Hannah realised that the pictures had been taken from her Facebook and Instagram, which were both private, meaning that the person behind the deepfake images was one of her mates.
There were also pictures on the website of some of Hannah’s very close friends.
One was Rachel McGinty and another was Jessica Stuart, who had both worked at a university bar with Hannah and her partner Kris, and were part of their tight-knit friendship group.
Comments on the women’s photos were disgusting.
One person had written: “Where would you blow your load over this.” Another wrote: “What a filthy s**t.”
“It was obvious to us that the culprit had some connection to Manning Bar [at the University of Sydney] but we thought it might be a patron,” said Kris.

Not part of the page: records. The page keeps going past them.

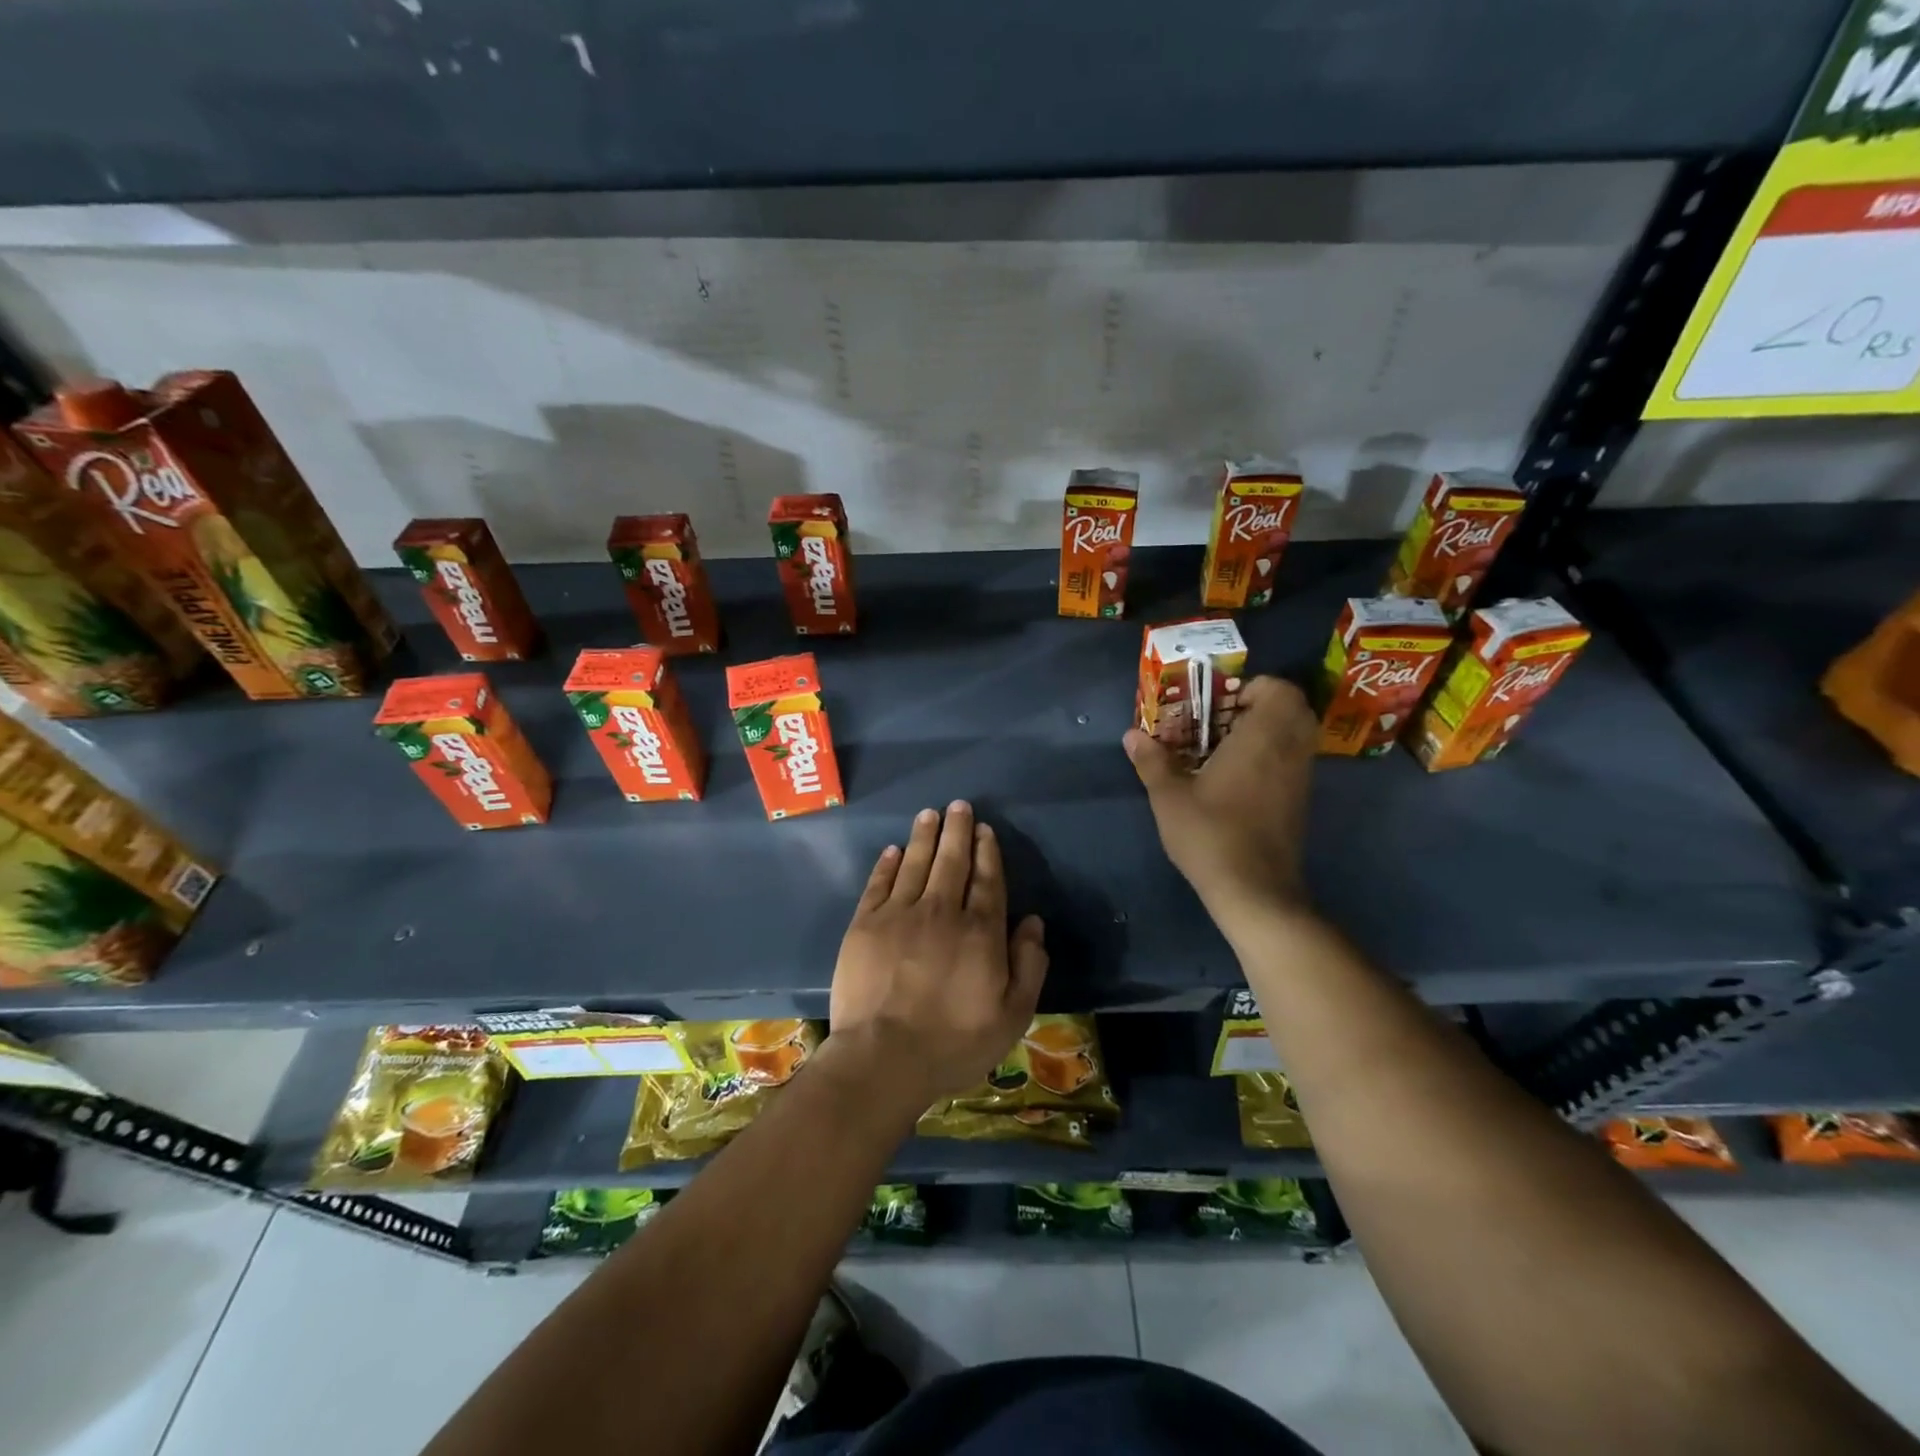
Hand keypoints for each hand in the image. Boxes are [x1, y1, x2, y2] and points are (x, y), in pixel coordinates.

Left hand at [827, 801, 1048, 1114]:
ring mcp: (899, 914)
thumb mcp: (1012, 1015)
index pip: (987, 880)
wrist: (883, 1058)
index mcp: (980, 931)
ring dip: (924, 836)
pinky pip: (878, 884)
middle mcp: (941, 911)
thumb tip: (1033, 922)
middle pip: (952, 861)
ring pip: (915, 863)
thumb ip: (1029, 965)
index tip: (984, 829)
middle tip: (958, 805)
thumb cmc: (954, 1043)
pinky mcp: (865, 925)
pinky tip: (893, 850)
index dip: (987, 851)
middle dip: (957, 831)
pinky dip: (887, 864)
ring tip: (929, 814)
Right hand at [1124, 675, 1316, 931]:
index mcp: (1262, 737)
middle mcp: (1290, 751)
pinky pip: (1293, 761)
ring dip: (1267, 733)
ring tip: (1224, 749)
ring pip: (1296, 737)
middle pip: (1294, 709)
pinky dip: (1272, 757)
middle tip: (1222, 721)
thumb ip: (1153, 761)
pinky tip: (1236, 780)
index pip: (1280, 690)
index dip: (1254, 688)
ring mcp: (1300, 778)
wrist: (1255, 890)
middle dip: (1261, 707)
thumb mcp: (1170, 797)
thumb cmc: (1211, 834)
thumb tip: (1132, 735)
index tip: (1219, 704)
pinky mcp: (1300, 803)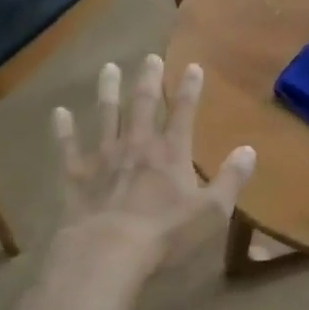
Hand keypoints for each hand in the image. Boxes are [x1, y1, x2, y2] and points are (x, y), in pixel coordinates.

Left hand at [52, 55, 254, 269]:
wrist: (107, 252)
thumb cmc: (165, 233)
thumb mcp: (211, 211)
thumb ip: (231, 179)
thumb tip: (250, 150)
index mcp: (171, 152)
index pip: (183, 112)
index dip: (189, 88)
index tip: (192, 65)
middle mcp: (137, 145)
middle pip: (144, 104)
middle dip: (149, 79)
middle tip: (150, 57)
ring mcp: (104, 157)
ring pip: (106, 115)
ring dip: (108, 91)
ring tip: (108, 68)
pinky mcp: (77, 175)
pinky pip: (68, 147)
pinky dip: (63, 130)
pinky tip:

Hannah and Kris turned into online detectives, running the names of the women through Facebook to see which mutual friends they all had in common.
The list of mutual friends got smaller and smaller until it could have only been one person.
“It became more and more obvious that it was our friend Andy,” said Kris.
Andy Hayler was a supervisor at Manning Bar when Hannah started there as a student.
“I thought of him as a very good friend,” said Hannah.
“It was so shocking because Andy was someone we trusted so much. He’s been to our house. We’ve been on holidays with him.
“A lot of the big moments of our lives over the past 10 years have been with him there.
“I felt very betrayed. How can you trust anyone when you’ve known someone for 10 years and they can say stuff like that about you online?”
The next day Hannah and Kris went to the police with their evidence, but cops said it wasn’t enough to charge Andy.
They approached criminal lawyer Sidnie Sarang, who started to build a case against Andy while he continued to post sexual images of Hannah online.
Hannah and Kris distanced themselves from their friendship group as tipping Andy off that they knew about his heinous crimes would have jeopardised the case.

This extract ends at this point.